"Sometimes there is no next time, no timeouts and no second chances. Sometimes it's now or never." -Anonymous
People have repeatedly told me about the dangers of using the word "love" towards someone too soon. "You must wait a while before you know if you love someone." So with that said, what is the acceptable amount of time before you are allowed to use such an intense word? A week? A month? A year?
Let me explain my point of view. No two relationships are the same. You could be in a relationship for five years, y'all could break up, you could meet someone new and have stronger feelings for them in a matter of weeks than you ever did in the span of five years. My roommate made a very interesting point the other day. We were discussing the fact that I slipped up and said, "I love you," in a text message to my boyfriend. I wasn't freaking out about how he would react even though I explained that it was an accident. Then Paige tells me, "But you do love him. You're not in love with him, but you definitely love him. And he loves you." I argued with her about this. There was just no way I could love him already. Then I realized Paige was right. I do love him. I'll tell you why.

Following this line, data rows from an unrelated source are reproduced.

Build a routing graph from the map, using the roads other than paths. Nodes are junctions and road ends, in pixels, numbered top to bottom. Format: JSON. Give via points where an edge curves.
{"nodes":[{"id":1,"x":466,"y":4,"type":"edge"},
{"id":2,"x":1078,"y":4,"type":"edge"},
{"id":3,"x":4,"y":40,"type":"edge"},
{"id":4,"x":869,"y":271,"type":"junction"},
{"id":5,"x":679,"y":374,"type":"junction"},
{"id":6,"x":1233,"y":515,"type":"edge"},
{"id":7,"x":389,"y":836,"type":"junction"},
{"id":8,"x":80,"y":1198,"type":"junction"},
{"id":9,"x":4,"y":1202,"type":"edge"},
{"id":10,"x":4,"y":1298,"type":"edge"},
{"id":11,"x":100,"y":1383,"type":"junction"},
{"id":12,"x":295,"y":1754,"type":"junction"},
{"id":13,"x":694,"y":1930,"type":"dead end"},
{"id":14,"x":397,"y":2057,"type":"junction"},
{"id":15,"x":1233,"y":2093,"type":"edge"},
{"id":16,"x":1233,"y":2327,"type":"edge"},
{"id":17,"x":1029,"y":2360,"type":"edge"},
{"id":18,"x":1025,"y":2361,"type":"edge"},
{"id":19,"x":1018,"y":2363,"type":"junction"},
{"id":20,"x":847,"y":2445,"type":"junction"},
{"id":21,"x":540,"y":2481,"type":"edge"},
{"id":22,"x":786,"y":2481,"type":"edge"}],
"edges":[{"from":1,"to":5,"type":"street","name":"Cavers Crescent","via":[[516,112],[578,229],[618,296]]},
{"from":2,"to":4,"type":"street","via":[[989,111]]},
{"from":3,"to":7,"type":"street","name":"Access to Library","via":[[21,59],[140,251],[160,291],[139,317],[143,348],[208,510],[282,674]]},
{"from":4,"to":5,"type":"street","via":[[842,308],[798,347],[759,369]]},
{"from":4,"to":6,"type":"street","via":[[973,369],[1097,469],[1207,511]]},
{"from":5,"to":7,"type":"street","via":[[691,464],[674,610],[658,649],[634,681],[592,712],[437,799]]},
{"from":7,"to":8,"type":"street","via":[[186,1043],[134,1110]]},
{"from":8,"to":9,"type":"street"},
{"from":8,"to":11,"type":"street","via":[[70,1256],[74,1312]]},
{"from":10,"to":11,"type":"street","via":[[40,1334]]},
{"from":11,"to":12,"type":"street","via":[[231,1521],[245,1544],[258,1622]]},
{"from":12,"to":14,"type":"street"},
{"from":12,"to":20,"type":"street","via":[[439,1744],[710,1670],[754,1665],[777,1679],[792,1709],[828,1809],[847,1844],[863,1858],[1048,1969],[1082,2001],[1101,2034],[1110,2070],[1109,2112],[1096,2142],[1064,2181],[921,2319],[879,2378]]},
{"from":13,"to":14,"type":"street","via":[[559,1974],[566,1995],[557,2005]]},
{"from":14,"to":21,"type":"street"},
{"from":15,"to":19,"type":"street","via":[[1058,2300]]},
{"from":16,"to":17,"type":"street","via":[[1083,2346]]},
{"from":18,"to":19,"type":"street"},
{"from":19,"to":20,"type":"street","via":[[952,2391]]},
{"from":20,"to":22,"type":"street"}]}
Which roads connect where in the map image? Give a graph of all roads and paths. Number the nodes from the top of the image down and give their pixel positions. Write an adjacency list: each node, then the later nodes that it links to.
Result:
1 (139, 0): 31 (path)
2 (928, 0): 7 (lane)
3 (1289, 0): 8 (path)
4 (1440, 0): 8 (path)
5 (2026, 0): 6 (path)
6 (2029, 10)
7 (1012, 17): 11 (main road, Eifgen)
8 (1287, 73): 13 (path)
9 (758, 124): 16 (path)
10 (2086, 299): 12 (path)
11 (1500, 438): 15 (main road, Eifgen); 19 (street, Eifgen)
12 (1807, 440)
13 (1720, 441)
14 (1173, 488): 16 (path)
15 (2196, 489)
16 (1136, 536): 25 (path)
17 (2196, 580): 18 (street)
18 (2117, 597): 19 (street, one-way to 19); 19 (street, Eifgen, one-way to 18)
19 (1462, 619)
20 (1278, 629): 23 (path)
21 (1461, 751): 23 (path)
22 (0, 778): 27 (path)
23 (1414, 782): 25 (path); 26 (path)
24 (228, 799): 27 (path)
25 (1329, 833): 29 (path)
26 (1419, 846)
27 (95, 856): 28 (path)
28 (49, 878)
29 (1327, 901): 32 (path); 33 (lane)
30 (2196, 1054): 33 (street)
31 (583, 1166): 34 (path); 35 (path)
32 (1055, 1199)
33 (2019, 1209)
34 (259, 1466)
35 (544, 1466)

There are three stages to this thing in my opinion.
"I like you."
This is the stage where the flirting starts, common interests are noticed and maybe numbers are exchanged. You start getting to know one another and realize there is some type of connection.
"I love you."
This happens if you decided to act on the connection. You've taken the next step. You two are in a relationship. You more than like him, but you don't know what else to say. So you say nothing. If you find yourself fighting back these three words, you love him. Meaning you'd miss him if you didn't hear from him every day; your heart would hurt a little if you went a while without seeing him.
"I'm in love with you."
This is the whopper. You've fallen head over heels for the guy. He has you completely wrapped around his finger. Not only do you love him, but now you feel as if you can't live without him. We all know that you could, but you'd never want to. And that's what counts. This stage becomes more intense as time passes. You'll start to fall in love with more things about him.
So ... you more than like him, but you're not sure its love? No big deal. Everyone looks at things differently. That's the whole point in this article. People seem to think that just because they don't love quickly then no one else does either. That's not the case. There is no rule book on love. It's chaotic and completely consuming. There is no time frame. It's different for every person. There are even different types for every person. You could have a very mature love for someone and an extremely wild love for someone else. Don't let society's rules make you think that you're wrong for using the L word. Write your own rules. Thank you, Paige, for opening my eyes to that. Say how you feel! Don't hide it! You aren't promised another chance to express yourself.